══ DATASET ══

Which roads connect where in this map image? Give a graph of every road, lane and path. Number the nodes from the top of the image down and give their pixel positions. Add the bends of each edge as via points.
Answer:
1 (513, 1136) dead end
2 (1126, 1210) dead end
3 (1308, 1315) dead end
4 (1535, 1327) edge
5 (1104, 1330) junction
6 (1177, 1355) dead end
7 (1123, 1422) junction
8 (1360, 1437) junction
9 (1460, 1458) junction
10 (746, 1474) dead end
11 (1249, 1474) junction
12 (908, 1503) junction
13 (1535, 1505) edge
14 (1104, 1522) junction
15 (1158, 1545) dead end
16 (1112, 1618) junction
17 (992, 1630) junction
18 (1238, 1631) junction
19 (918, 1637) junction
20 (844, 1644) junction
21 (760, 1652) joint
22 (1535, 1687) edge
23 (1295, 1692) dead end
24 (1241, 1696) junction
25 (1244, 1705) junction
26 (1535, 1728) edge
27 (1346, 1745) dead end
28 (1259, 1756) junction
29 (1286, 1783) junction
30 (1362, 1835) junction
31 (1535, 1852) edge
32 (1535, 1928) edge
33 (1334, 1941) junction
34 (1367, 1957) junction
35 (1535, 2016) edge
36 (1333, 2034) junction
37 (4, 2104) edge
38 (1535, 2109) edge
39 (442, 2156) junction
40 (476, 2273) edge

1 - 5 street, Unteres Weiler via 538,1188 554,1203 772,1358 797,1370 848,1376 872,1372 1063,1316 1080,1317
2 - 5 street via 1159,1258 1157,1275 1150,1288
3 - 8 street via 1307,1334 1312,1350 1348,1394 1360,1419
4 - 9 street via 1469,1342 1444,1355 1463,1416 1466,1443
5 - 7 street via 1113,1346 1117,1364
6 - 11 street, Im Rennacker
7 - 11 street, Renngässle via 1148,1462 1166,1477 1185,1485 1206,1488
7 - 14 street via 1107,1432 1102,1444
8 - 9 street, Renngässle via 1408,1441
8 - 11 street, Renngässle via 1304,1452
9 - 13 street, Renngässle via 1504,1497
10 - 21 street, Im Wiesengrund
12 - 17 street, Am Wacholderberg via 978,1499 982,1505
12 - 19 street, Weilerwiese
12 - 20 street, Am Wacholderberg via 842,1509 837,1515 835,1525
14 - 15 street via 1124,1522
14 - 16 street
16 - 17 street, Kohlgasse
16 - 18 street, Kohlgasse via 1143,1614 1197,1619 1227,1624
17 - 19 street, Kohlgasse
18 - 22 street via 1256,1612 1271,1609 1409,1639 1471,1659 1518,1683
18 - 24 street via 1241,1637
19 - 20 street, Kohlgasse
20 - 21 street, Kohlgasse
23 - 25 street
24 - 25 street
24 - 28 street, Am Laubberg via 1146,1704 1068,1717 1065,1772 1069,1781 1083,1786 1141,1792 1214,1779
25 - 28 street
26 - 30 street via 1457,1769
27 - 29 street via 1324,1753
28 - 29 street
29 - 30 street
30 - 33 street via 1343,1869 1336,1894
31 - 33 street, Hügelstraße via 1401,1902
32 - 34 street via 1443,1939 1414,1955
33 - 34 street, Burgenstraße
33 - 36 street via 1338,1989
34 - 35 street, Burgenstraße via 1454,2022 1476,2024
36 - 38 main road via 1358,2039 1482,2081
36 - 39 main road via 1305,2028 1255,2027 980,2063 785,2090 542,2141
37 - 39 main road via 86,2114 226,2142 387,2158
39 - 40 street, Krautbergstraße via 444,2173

═══

▶ [WHAT IS EXPECTED] Exact repetition of every entry in the data is required.

▶ [RESULT FOR THIS EXERCISE]
Which roads connect where in this map image? Give a graph of every road, lane and path. Number the nodes from the top of the image down and give their pixel positions. Add the bends of each edge as via points.
Answer:
1 (513, 1136) dead end
2 (1126, 1210) dead end
3 (1308, 1315) dead end
4 (1535, 1327) edge
5 (1104, 1330) junction
6 (1177, 1355) dead end
7 (1123, 1422) junction
8 (1360, 1437) junction
9 (1460, 1458) junction
10 (746, 1474) dead end
11 (1249, 1474) junction
12 (908, 1503) junction
13 (1535, 1505) edge
14 (1104, 1522) junction
15 (1158, 1545) dead end
16 (1112, 1618) junction
17 (992, 1630) junction
18 (1238, 1631) junction
19 (918, 1637) junction
20 (844, 1644) junction
21 (760, 1652) joint
22 (1535, 1687) edge
23 (1295, 1692) dead end
24 (1241, 1696) junction
25 (1244, 1705) junction
26 (1535, 1728) edge
27 (1346, 1745) dead end
28 (1259, 1756) junction
29 (1286, 1783) junction
30 (1362, 1835) junction
31 (1535, 1852) edge
32 (1535, 1928) edge
33 (1334, 1941) junction
34 (1367, 1957) junction
35 (1535, 2016) edge
36 (1333, 2034) junction
37 (4, 2104) edge
38 (1535, 2109) edge
39 (442, 2156) junction
40 (476, 2273) edge

1 - 5 street, Unteres Weiler via 538,1188 554,1203 772,1358 797,1370 848,1376 872,1372 1063,1316 1080,1317
2 - 5 street via 1159,1258 1157,1275 1150,1288
3 - 8 street via 1307,1334 1312,1350 1348,1394 1360,1419
4 - 9 street via 1469,1342 1444,1355 1463,1416 1466,1443
5 - 7 street via 1113,1346 1117,1364
6 - 11 street, Im Rennacker
7 - 11 street, Renngässle via 1148,1462 1166,1477 1185,1485 1206,1488
7 - 14 street via 1107,1432 1102,1444
8 - 9 street, Renngässle via 1408,1441
8 - 11 street, Renngässle via 1304,1452
9 - 13 street, Renngässle via 1504,1497
10 - 21 street, Im Wiesengrund
12 - 17 street, Am Wacholderberg via 978,1499 982,1505
12 - 19 street, Weilerwiese
12 - 20 street, Am Wacholderberg via 842,1509 837,1515 835,1525
14 - 15 street via 1124,1522
14 - 16 street
16 - 17 street, Kohlgasse
16 - 18 street, Kohlgasse via 1143,1614 1197,1619 1227,1624
17 - 19 street, Kohlgasse
18 - 22 street via 1256,1612 1271,1609 1409,1639 1471,1659 1518,1683
18 - 24 street via 1241,1637
19 - 20 street, Kohlgasse
20 - 21 street, Kohlgasse
23 - 25 street
24 - 25 street
24 - 28 street, Am Laubberg via 1146,1704 1068,1717 1065,1772 1069,1781 1083,1786 1141,1792 1214,1779
25 - 28 street
26 - 30 street via 1457,1769
27 - 29 street via 1324,1753
28 - 29 street
29 - 30 street
30 - 33 street via 1343,1869 1336,1894
31 - 33 street, Hügelstraße via 1401,1902
32 - 34 street via 1443,1939 1414,1955
33 - 34 street, Burgenstraße
33 - 36 street via 1338,1989
34 - 35 street, Burgenstraße via 1454,2022 1476,2024
36 - 38 main road via 1358,2039 1482,2081
36 - 39 main road via 1305,2028 1255,2027 980,2063 785,2090 542,2141
37 - 39 main road via 86,2114 226,2142 387,2158
39 - 40 street, Krautbergstraße via 444,2173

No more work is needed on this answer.